Rule 611, formally known as the "Order Protection Rule," requires market participants to route orders to venues offering the best execution prices. The regulation essentially mandates order flow toward centralized, regulated exchanges. Scrapping it removes a structural friction point that has prevented tokenized stocks from competing fairly on blockchain platforms.
Thorn framed the development as a regulatory win for the emerging tokenized equities sector. Without Rule 611, decentralized platforms could attract meaningful trading volume in tokenized versions of major US stocks without violating securities laws. This matters because tokenized equities represent one of crypto's most credible institutional bridges.
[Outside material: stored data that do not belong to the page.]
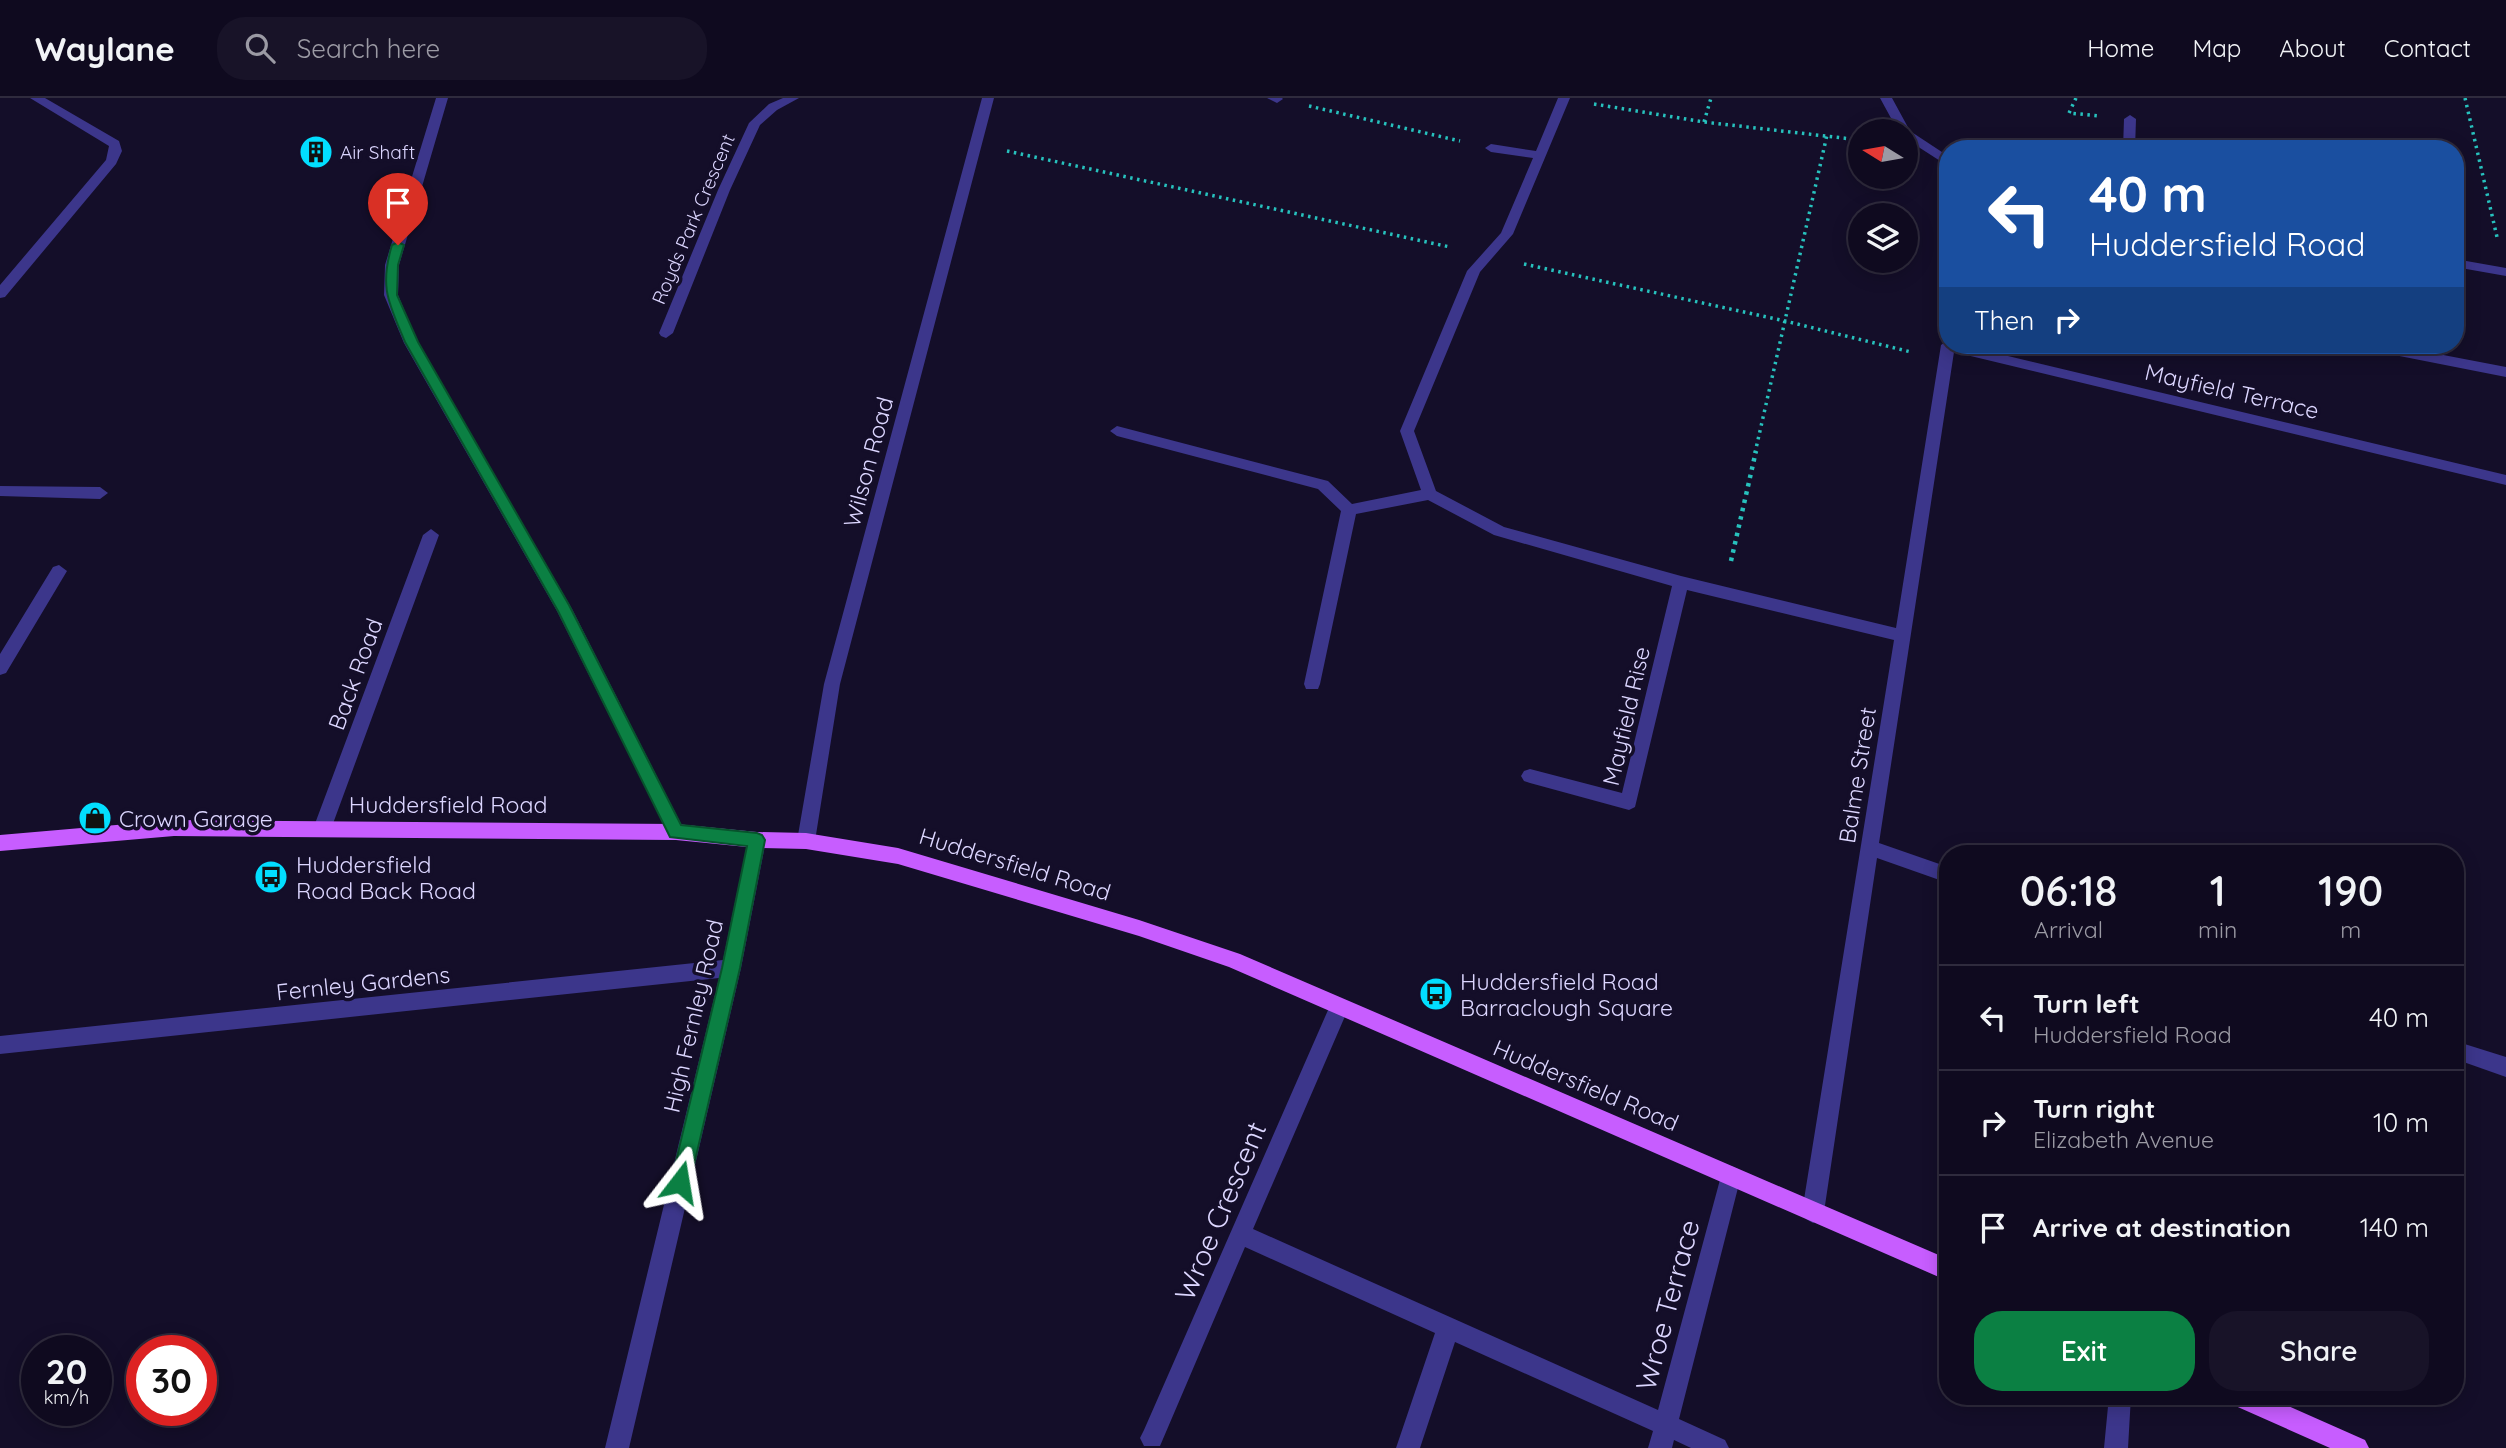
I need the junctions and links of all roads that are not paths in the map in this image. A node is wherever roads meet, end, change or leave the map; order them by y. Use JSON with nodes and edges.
{"nodes":[{"id":1,"x":36,"y":98,"type":"edge"},
{"id":2,"x":442,"y":98,"type":"edge"},
{"id":3,"x":793,"y":98,"type":"edge"},
{"id":4,"x":988,"y":98,"type":"edge"},
{"id":5,"x":1564,"y":98,"type":"edge"},
{"id":6,"x":1886,"y":98,"type":"edge"},
{"id":7,"x":1898,"y":119,"type":"edge"},
{"id":8,"x":2130,"y":119,"type":"road end"},
{"id":9,"x":2129,"y":140,"type":"edge"},
{"id":10,"x":1918,"y":141,"type":"edge"},
{"id":11,"x":1491,"y":148,"type":"road end"},
{"id":12,"x":1540,"y":155,"type":"junction"},
{"id":13,"x":1939,"y":156,"type":"edge"},
{"id":14,"x":2464,"y":265,"type":"edge"},
{"id":15,"x":2505,"y":272,"type":"edge"},
{"id":16,"x":0,"y":294,"type":"edge"},
{"id":17,"x":666,"y":333,"type":"dead end"},
{"id":18,"x":1947,"y":354,"type":"edge"},
{"id":19,"x":1981,"y":354,"type":"edge"},
{"id":20,"x":2415,"y":354,"type":"edge"},
{"id":21,"x":2506,"y":372,"type":"edge"},
{"id":22,"x":1116,"y":431,"type":"dead end"},
{"id":23,"x":2506,"y":480,"type":"edge"},
{"id":24,"x":0,"y":491,"type":"edge"},
{"id":25,"x":100,"y":493,"type":"dead end"},
{"id":26,"x":1430,"y":494,"type":"junction"},
{"id":27,"x":1349,"y":510,"type":"junction"},
{"id":28,"x":430,"y":535,"type":"dead end"},
{"id":29,"x":59,"y":570,"type":"dead end"},
{"id":30,"x":1681,"y":582,"type":"junction"},
{"id":31,"x":1903,"y":636,"type":"junction"},
{"id":32,"x":0,"y":668,"type":"edge"},
{"id":33,"x":1312,"y":684,"type":"dead end"},
{"id":34,"x":1530,"y":776,"type":"dead end"},
{"id":35,"x":322,"y":829,"type":"junction"},
{"id":36,"x":676,"y":832,"type":"junction"},
{"id":37,"x":757,"y":840,"type":"junction"},
{"id":38,"x":806,"y":841,"type":"junction"},
{"id":39,"x":0,"y":843,"type":"edge"},
{"id":40,"x":1870,"y":848,"type":"junction"},
{"id":41,"x":1939,"y":872,"type":"edge"},
{"id":42,"x":731,"y":968,"type":"junction"},
{"id":43,"x":1339,"y":1007,"type":"junction"},
{"id":44,"x":0,"y":1045,"type":"edge"},
{"id":45,"x":2464,"y":1053,"type":"edge"},
{"id":46,"x":2506,"y":1067,"type":"edge"},
{"id":47,"x":1731,"y":1176,"type":"junction"},
{"id":48,"x":1813,"y":1212,"type":"junction"},
{"id":49,"x":1240,"y":1234,"type":"junction"},
{"id":50,"x":1939,"y":1266,"type":"edge"},
{"id":51,"x":1448,"y":1328,"type":"junction"},
{"id":52,"x":2119,"y":1405,"type":"edge"},
{"id":53,"x":2259,"y":1405,"type":"edge"},
{"id":54,"x":1666,"y":1425,"type":"junction"},
{"id":55,"x":1152,"y":1437,"type":"dead end"},
{"id":56,"x":617,"y":1448,"type":"edge"},
{"id":57,"x":1408,"y":1448,"type":"edge"},
{"id":58,"x":1660,"y":1448,"type":"edge"},
{"id":59,"x":1717,"y":1448,"type":"edge"},
{"id":60,"x":2116,"y":1448,"type":"edge"},
{"id":61,"x":2357,"y":1448,"type":"edge"}],
"edges":[{"from":1,"to":16,"type":"street"},
{"from":2,"to":36,"type":"street"},
{"from":3,"to":17,"type":"street","name":"Royds Park Crescent"},
{"from":4,"to":38,"type":"street","name":"Wilson Road"},
{"from":5,"to":12,"type":"street"},
{"from":6,"to":7,"type":"street"},
{"from":8,"to":9,"type":"street"},
{"from":10,"to":13,"type":"street"},
{"from":11,"to":12,"type":"street"},
{"from":12,"to":26,"type":"street"},
{"from":14,"to":15,"type":"street"},
{"from":18,"to":31,"type":"street","name":"Balme Street"},
{"from":19,"to":23,"type":"street","name":"Mayfield Terrace"},
{"from":20,"to":21,"type":"street"},
{"from":22,"to":27,"type":"street"},
{"from":24,"to":25,"type":"street"},
{"from":26,"to":27,"type":"street"},
{"from":26,"to":30,"type":"street"},
{"from":27,"to":33,"type":"street"},
{"from":28,"to":35,"type":"street","name":"Back Road"},
{"from":29,"to":32,"type":"street"},
{"from":30,"to":31,"type":"street"},
{"from":30,"to":34,"type":"street","name":"Mayfield Rise"},
{"from":31,"to":40,"type":"street","name":"Balme Street"},
{"from":35,"to":36,"type":"main road","name":"Huddersfield Road"},
{"from":35,"to":39,"type":"main road","name":"Huddersfield Road"},
{"from":36,"to":37,"type":"main road","name":"Huddersfield Road"},
{"from":37,"to":38,"type":"main road","name":"Huddersfield Road"},
{"from":37,"to":42,"type":"street","name":"High Fernley Road"},
{"from":38,"to":43,"type":"main road","name":"Huddersfield Road"},
{"from":40,"to":41,"type":"street"},
{"from":40,"to":48,"type":"street","name":"Balme Street"},
{"from":42,"to":44,"type":"street","name":"Fernley Gardens"},
{"from":42,"to":56,"type":"street","name":"High Fernley Road"},
{"from":43,"to":47,"type":"main road","name":"Huddersfield Road"},
{"from":43,"to":49,"type":"street","name":"Wroe Crescent"},
{"from":45,"to":46,"type":"street"},
{"from":47,"to":48,"type":"main road","name":"Huddersfield Road"},
{"from":47,"to":54,"type":"street","name":"Wroe Terrace"},
{"from":48,"to":50,"type":"main road","name":"Huddersfield Road"},
{"from":49,"to":51,"type":"street"},
{"from":49,"to":55,"type":"street","name":"Wroe Crescent"},
{"from":51,"to":54,"type":"street"},
{"from":51,"to":57,"type":"street"},
{"from":52,"to":60,"type":"street"},
{"from":53,"to":61,"type":"main road"},
{"from":54,"to":58,"type":"street","name":"Wroe Terrace"},
{"from":54,"to":59,"type":"street"}]}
Companies like Openledger, Polymesh, and Stellar-backed initiatives have built infrastructure for on-chain stock tokens, but liquidity has remained thin partly due to regulatory obstacles like Rule 611.
The rule removal addresses a fundamental asymmetry. Centralized brokerages operate under Rule 611's mandate, but blockchain venues offering better prices or tighter spreads couldn't compete effectively since order routing rules funneled volume away from them. Token-wrapped stocks could theoretically offer 24/7 trading, fractional ownership, and faster settlement on chains like Ethereum or Polygon. Yet without fixing Rule 611, these advantages remained theoretical.
Galaxy's assessment carries weight in institutional circles. The firm has long advocated for regulatory clarity on tokenized assets, and Thorn's analysis suggests the SEC's proposed rule change aligns with broader deregulatory sentiment in crypto policy. The Biden administration's final months saw increased openness to crypto innovation before the incoming Trump administration, which campaigned on a pro-crypto platform.
Tokenized stocks still face multiple regulatory hurdles. The SEC maintains that most crypto tokens constitute unregistered securities. Rule 611's removal alone doesn't solve that problem. However, it eliminates one specific barrier that would have prevented compliant tokenized equity platforms from functioning efficiently once the underlying legal framework settles.
The timing matters. Several blockchain projects have prepared tokenized stock infrastructure but held back from major launches due to Rule 611 concerns. Its elimination could trigger immediate platform launches and potentially meaningful trading volumes in on-chain equities. Early movers in tokenized real-world assets like Lido Finance and MakerDAO demonstrate institutional appetite for blockchain-native financial products.